The Cotton Landscape
Reynolds’s Political Map of the United States, created for the 1856 presidential election, supported the first Republican candidates for president and vice president, John C. Fremont and William L. Dayton. Slavery’s expansion west was a critical election issue, and the Democratic candidate, James Buchanan, claimed that a Republican president would lead the nation to civil war. Fremont carried 11 northern states but lost both the popular and electoral vote to Buchanan. This map’s statistical comparisons between slave and free states were intended to show that slavery was detrimental to the entire nation’s economy.

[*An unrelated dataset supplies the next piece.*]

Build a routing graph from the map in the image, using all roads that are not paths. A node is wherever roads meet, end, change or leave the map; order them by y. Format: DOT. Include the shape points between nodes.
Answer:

This stereograph depicts four women picking cotton in Aiken, South Carolina. It vividly depicts the work slaves—women and young children alike—were forced to perform in the antebellum cotton fields. During the Civil War, Northerners would have had access to many similar scenes reproduced in books, prints, and illustrated magazines.

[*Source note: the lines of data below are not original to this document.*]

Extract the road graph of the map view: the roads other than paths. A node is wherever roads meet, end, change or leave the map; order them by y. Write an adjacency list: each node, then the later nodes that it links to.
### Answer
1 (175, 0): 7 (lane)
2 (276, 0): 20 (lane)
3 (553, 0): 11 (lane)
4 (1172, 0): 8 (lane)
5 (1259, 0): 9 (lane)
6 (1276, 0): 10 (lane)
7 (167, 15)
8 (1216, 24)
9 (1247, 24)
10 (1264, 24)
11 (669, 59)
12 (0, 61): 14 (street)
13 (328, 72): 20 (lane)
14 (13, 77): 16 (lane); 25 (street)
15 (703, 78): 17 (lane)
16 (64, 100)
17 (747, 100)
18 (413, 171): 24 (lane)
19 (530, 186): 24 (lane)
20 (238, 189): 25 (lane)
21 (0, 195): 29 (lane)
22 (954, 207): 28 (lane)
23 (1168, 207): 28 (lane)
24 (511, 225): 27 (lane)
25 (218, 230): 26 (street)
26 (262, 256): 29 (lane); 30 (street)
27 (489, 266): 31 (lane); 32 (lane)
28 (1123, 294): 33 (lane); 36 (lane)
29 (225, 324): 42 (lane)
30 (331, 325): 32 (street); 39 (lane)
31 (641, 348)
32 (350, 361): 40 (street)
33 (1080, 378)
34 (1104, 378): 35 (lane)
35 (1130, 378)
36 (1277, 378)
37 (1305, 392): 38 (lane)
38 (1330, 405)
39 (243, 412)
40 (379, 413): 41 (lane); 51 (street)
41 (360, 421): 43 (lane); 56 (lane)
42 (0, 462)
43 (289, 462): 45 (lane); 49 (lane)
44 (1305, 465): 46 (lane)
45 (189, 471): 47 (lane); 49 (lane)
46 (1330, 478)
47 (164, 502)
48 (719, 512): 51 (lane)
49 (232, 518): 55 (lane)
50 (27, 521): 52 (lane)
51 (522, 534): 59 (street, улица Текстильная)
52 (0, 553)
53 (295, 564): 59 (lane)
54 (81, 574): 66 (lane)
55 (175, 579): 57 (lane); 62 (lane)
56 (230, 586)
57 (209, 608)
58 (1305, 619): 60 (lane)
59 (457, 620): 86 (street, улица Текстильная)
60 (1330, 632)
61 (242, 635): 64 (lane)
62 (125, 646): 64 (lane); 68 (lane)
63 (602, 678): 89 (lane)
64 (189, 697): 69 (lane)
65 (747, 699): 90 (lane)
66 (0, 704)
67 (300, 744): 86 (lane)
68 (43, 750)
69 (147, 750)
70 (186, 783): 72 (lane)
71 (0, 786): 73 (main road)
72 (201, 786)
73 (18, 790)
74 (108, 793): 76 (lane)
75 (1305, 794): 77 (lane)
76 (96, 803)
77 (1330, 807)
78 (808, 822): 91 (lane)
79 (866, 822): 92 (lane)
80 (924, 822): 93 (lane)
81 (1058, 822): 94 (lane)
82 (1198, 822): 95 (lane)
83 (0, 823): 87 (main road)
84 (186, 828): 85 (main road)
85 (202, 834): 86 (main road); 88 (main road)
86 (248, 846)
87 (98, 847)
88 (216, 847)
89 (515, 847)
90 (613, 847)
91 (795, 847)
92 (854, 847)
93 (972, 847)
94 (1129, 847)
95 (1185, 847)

Stereographs consist of two nearly identical photographic prints. When viewed through a stereoscope, the paired images produce the illusion of a three-dimensional image.
This thematic map shows cotton plantations in blue and pink and sugar plantations in yellow and green as well as nearby creeks and bayous, rivers, lakes, canals, and railroads along the ribbon of river stretching from Natchez, Mississippi, to New Orleans. The map and its scenic vignettes of plantations and towns largely omit any reference to the slaves who harvested, hauled, and processed cotton.
Samuel Colman’s Ships Unloading depicts a busy New York port, where a ship known as the Glad Tidings is docked. The ship’s most important cargo was cotton, the mainstay of the South’s slave economy and New York City’s most important export. But since the early war years, the Glad Tidings had been instrumental in facilitating a free labor model of the cotton trade that aimed to replace slavery with wage work. The crops the Glad Tidings brought to New York had been grown and harvested in the South by wage-earning ex-slaves. Colman’s painting is therefore a reminder of epochal historical change.
In the foreground, a black worker and two white counterparts tend to a cotton bale that has spilled open, while a single white worker wrestles with another bale. On the left edge of the painting a banner reads “London and New York,” reminding viewers that the South supplied the vast majority of raw cotton for the English textile industry through the port of New York. Visible only under considerable magnification are the words “New York Petroleum Co.” painted across the head of the barrel facing the viewer, foreshadowing the presence of the commodity that would fuel the engines of American commerce, and warfare, for generations to come.